The Boots Don’t Fit Anymore: On Growing and Outgrowing, the Larkspur Horne Retires

When I first started the Larkspur Horne 4 years ago, I did not think anyone would read it. It was a nook for my spouting thoughts, for my fantasy, for my poetry, it was anything but professional and orderly – but it was me. Projects that never got completed, stories that went nowhere, a journal at times, successes, failures; how imperfect Larkspur Horne is, and how pure. Many people have inquired me about the name, and without going into detail, it was inspired by a dream I had, with a pool and a rising of flowers, and a thin horn being blown. Much like its inception in my sleeping mind, it has existed organically, growing wild and uncured, pulled entirely by the sun. I had no plan, no real reason other than I wanted it. Writing is a compulsion of mine, an itch I’ve had since my single digit days, and a blog seemed a natural companion for a 21st century writer to have. The 20th century literaries had their typewriters; the 19th had their journals and pencils; the 18th had their fountain pens and portfolios; and here we are, We Happy Few, with glowing screens in our eyes each early, early morn, each late, late night.

And so we grow, whether we want to or not. Change comes for us as persistently as time, and we will have to go along with it, even if we have become comfortable. We are not designed to stay as we are – we must change. But transition is often hard, and always bumpy. One struggles to pick a direction amongst all these choices. This last month, I have been choosing; choosing what I want to have, where I want to go, who I want to be. This is Freedom’s little joke on us: to have, to proceed, is to also let go. My Larkspur Horne, I am going to let you go.

I’ll still visit, from time to time. Once a month or so, or less. But when the boots don’t fit anymore, it’s time to buy a new pair. This blog has been a bed of soil, and in it I have grown. From a dreamy Bluestocking seedling that couldn’t get her act together, to a budding self-publisher, to a published poet, Larkspur Horne and the WordPress community helped me bloom. Everyday I was inspired by my fellow writers and poets; everyday I was impressed by the abundance of talent that exists in little unknown people all over the world; everyday, I felt emboldened by all the small and long odes and poems and stories showing up in my feed. It is truly like receiving buckets of postcards and letters in my mailbox each morning, so many secret longings and joys that flumed out my computer screen and spilled over me like a waterfall. Human beings are remarkable. You are remarkable, and everyday you strangers pouring yourselves into the cables of this vast network were my muses. According to many ‘rule-books’ on blogging, I did everything wrong with Larkspur Horne.
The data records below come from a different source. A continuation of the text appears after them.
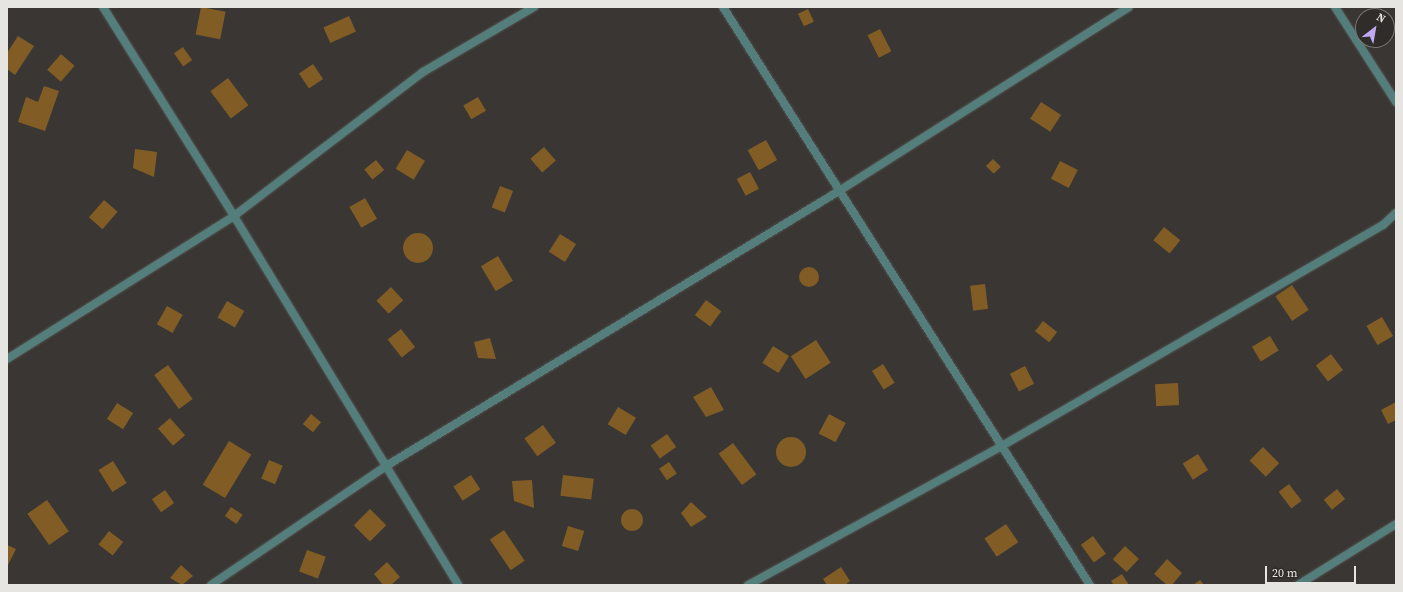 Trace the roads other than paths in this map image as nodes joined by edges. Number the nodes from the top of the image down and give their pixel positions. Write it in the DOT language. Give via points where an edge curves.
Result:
graph roads {
  1 [pos="103,7"];
  2 [pos="534,7"];
  3 [pos="723,7"];
  4 [pos="1129,7"];
  5 [pos="1334,7"];
  6 [pos="1396,102"];
  7 [pos="839,192"];
  8 [pos="1396,213"];
  9 [pos="234,216"];
  10 [pos="7,359"];
  11 [pos="1000,447"];
  12 [pos="386,466"];
  13 [pos="1396,524"];
  14 [pos="211,585"];
  15 [pos="458,585"];
  16 [pos="748,585"];
  17 [pos="1090,585"];
  18 [pos="1298,585"];
  1 -- 9 [label="street"];
  2 -- 9 [label="street" via="423,72"];
  3 -- 7 [label="street"];
  4 -- 7 [label="street"];
  5 -- 6 [label="street"];
  7 -- 11 [label="street"];
  7 -- 12 [label="street"];
  8 -- 11 [label="street" via="1383,225"];
  9 -- 10 [label="street"];
  9 -- 12 [label="street"];
  11 -- 16 [label="street"];
  11 -- 17 [label="street"];
  12 -- 14 [label="street"];
  12 -- 15 [label="street"];
  13 -- 18 [label="street"];
}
I left pages blank, fictions went nowhere, I didn’t post regularly, did not consistently act upon comments, often forgot to properly credit images, I was bad at cultivating a following, I often left for weeks or more without notifying; I, under the recommended Terms and Conditions of Successful Blogger, am a horrible failure. And yet, Larkspur Horne has been nothing but a total accomplishment.

For you out there, banging your keyboards, scribbling chicnscratch notes, sending accidental texts of lyrics to your friends and family members in the ungodly a.m. hours, for you, I’ll say this: just do it. Make your blogs as you want them. Damn the Likes and damn the Likers. Don’t post on schedule. Spend weeks out walking the riverbanks and thumbing the tree leaves, allow your followers to slump in their chairs wondering where you’ve gone. Make spelling mistakes. Speak your heart; do it kindly, but don’t sacrifice your thoughts. Experiment. Read books and tell people about them. Don’t chase fame. Do chase the tail of the tiger, teasing you with his striped road of ribboning words. Be yourself, but change. This will all change. Make sure you pick up a real pen every now and again, and draw those letters in whiplash style.
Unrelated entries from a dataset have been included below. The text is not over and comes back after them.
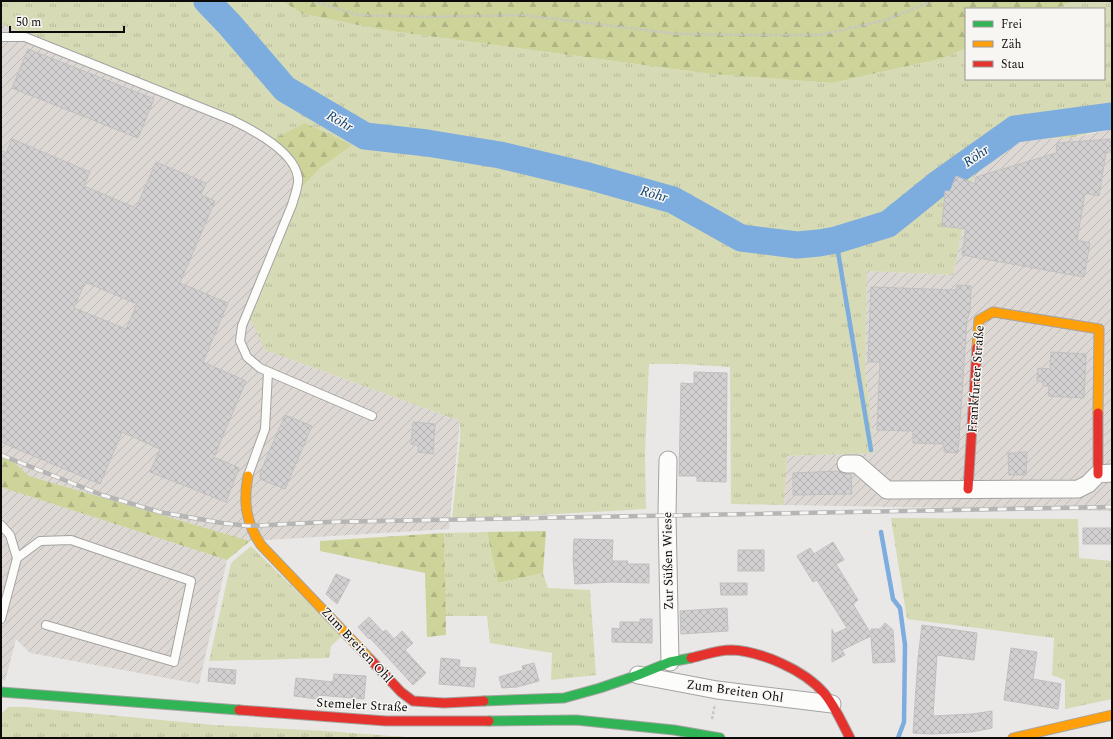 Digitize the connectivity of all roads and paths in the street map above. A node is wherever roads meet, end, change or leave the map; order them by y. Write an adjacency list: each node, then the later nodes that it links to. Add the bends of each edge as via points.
1 (313, 1): 2 (path, via 358,15 523,15 678,34 820,35 886,20)
2 (933, 1)
3 (1, 37): 4 (lane, via 25,37 232,120 258,133 292,163 298,178 292,205 242,326 240,341 247,357)
4 (268, 372): 5 (lane); 9 (lane, via 264,429)
5 (372, 416)
6 (668, 460): 15 (street, Zur Süßen Wiese)
7 (846, 464): 10 (street, Frankfurter Straße, via 857,464 887,490)
8 (1105, 474): 10 (street, Frankfurter Straße, via 1078,489); 10 (street, Frankfurter Straße, via 1099,328 993,312 979,320)
9 (248, 476): 16 (street, Zum Breiten Ohl, via 245,490 250,526 261,545 413,702 564,698)
10 (968, 489)
11 (1, 525): 12 (lane, via 10,535)
12 (17, 558): 13 (lane); 14 (lane, via 40,542 71,540 191,581 174,662)
13 (1, 619)
14 (46, 625)
15 (670, 662): 16 (street, Zum Breiten Ohl); 19 (street, Zum Breiten Ohl, via 729,650 747,652 781,664 806,678 823,692)
16 (638, 675): 17 (street, Zum Breiten Ohl)
17 (717, 690): 19 (street, Zum Breiten Ohl); 22 (path)
18 (1, 692): 22 (street, Stemeler Straße, via 386,720 576,720)
19 (832, 704): 24 (street, Zum Breiten Ohl)
20 (1112, 715): 21 (street)
21 (1061, 732): 25 (street)
22 (710, 736): 23 (street, Stemeler Straße)
23 (720, 738)
24 (850, 738)
25 (1013, 738)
The Larkspur Horne has had many fumbling wisdoms, but some have stood out. 1.) Love nature. 2.) You are brave. 3.) Be kind. 4.) Uncertainty is life. So this little lark has sang that little song over and over in annoying repetitive exaltation.

Even so, she is just a little thing; a small bird in a big blue sky. There are other things I want to do, want to write, want to create. But Larkspur Horne will always have a special place in my heart, and she’ll still be around.

Let’s grow up, all over again.

Nothing In Particular Book Review
Wysdims Quotes Library
Renwick Berchild

Stay Brave.

Thank you.

4 thoughts on “The Boots Don’t Fit Anymore: On Growing and Outgrowing, the Larkspur Horne Retires

  1. This was so beautiful, and so touching. It echoes exactly why I started blogging, and having just come off of a two month break I definitely appreciate the sentiment that being bad with schedules and being a bad blogger doesn’t mean that your blog is worth less. Thank you so much for this wonderful post x

  2. I’ll miss seeing your poetry as frequently, but I’m glad that you have found a new direction to grow in… And that you will still check in from time to time. Live the adventure!